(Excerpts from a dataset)

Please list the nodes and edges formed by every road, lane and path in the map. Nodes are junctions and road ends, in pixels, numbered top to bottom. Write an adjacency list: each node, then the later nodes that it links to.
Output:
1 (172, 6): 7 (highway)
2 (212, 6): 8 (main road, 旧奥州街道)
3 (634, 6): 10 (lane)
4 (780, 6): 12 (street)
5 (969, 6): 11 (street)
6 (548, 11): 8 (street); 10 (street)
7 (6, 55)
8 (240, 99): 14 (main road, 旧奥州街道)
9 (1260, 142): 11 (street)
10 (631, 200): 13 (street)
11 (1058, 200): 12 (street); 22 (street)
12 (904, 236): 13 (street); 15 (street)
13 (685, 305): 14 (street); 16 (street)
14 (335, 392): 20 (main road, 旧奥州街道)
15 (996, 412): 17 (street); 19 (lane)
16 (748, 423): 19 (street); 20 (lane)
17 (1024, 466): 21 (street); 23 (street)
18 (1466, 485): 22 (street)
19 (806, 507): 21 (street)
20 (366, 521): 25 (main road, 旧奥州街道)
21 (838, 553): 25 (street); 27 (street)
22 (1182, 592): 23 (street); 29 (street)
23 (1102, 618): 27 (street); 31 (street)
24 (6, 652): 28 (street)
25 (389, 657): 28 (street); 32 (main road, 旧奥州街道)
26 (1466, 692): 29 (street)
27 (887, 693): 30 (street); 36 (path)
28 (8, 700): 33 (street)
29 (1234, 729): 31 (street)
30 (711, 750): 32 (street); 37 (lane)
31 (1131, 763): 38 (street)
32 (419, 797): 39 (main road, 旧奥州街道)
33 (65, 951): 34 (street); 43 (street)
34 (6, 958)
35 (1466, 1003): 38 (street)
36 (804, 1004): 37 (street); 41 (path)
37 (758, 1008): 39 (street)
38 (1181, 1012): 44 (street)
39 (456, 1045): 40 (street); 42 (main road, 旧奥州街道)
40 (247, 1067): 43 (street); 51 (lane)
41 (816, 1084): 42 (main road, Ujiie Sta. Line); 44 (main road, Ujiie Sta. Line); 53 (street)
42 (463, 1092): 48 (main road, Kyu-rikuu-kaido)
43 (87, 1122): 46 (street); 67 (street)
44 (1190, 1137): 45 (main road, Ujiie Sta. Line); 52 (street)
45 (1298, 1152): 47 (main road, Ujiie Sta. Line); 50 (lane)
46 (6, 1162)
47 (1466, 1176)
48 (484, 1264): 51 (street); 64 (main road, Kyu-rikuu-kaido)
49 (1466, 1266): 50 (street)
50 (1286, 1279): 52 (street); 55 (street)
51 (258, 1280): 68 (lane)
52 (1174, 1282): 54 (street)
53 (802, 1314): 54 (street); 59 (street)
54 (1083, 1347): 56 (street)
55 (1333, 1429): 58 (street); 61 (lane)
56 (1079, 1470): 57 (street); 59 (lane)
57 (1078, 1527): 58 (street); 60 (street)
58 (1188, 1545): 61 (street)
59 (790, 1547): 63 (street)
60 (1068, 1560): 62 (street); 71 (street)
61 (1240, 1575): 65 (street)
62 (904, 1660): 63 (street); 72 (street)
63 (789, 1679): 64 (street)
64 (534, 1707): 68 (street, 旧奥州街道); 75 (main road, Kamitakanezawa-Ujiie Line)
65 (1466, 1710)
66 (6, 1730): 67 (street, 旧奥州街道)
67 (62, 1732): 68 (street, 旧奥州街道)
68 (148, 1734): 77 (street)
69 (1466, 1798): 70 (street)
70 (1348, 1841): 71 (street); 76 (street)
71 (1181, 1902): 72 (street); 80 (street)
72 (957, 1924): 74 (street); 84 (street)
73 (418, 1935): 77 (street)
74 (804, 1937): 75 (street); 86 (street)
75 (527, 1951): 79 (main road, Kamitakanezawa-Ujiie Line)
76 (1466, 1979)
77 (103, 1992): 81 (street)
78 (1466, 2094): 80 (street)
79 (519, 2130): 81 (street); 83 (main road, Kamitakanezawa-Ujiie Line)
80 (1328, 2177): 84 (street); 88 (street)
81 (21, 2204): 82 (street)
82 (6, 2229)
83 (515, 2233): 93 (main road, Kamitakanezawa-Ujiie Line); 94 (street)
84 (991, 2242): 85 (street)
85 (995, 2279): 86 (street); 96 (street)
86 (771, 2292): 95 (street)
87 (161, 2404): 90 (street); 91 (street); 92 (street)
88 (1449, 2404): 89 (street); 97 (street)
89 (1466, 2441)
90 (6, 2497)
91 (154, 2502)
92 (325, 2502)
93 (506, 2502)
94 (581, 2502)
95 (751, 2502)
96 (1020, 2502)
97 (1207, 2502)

### Your goal
Return every line in the records that includes the string "Ujiie".

### Task result
41 (816, 1084): 42 (main road, Ujiie Sta. Line); 44 (main road, Ujiie Sta. Line); 53 (street)
44 (1190, 1137): 45 (main road, Ujiie Sta. Line); 52 (street)
45 (1298, 1152): 47 (main road, Ujiie Sta. Line); 50 (lane)
64 (534, 1707): 68 (street, 旧奥州街道); 75 (main road, Kamitakanezawa-Ujiie Line)
75 (527, 1951): 79 (main road, Kamitakanezawa-Ujiie Line)
79 (519, 2130): 81 (street); 83 (main road, Kamitakanezawa-Ujiie Line)
83 (515, 2233): 93 (main road, Kamitakanezawa-Ujiie Line); 94 (street)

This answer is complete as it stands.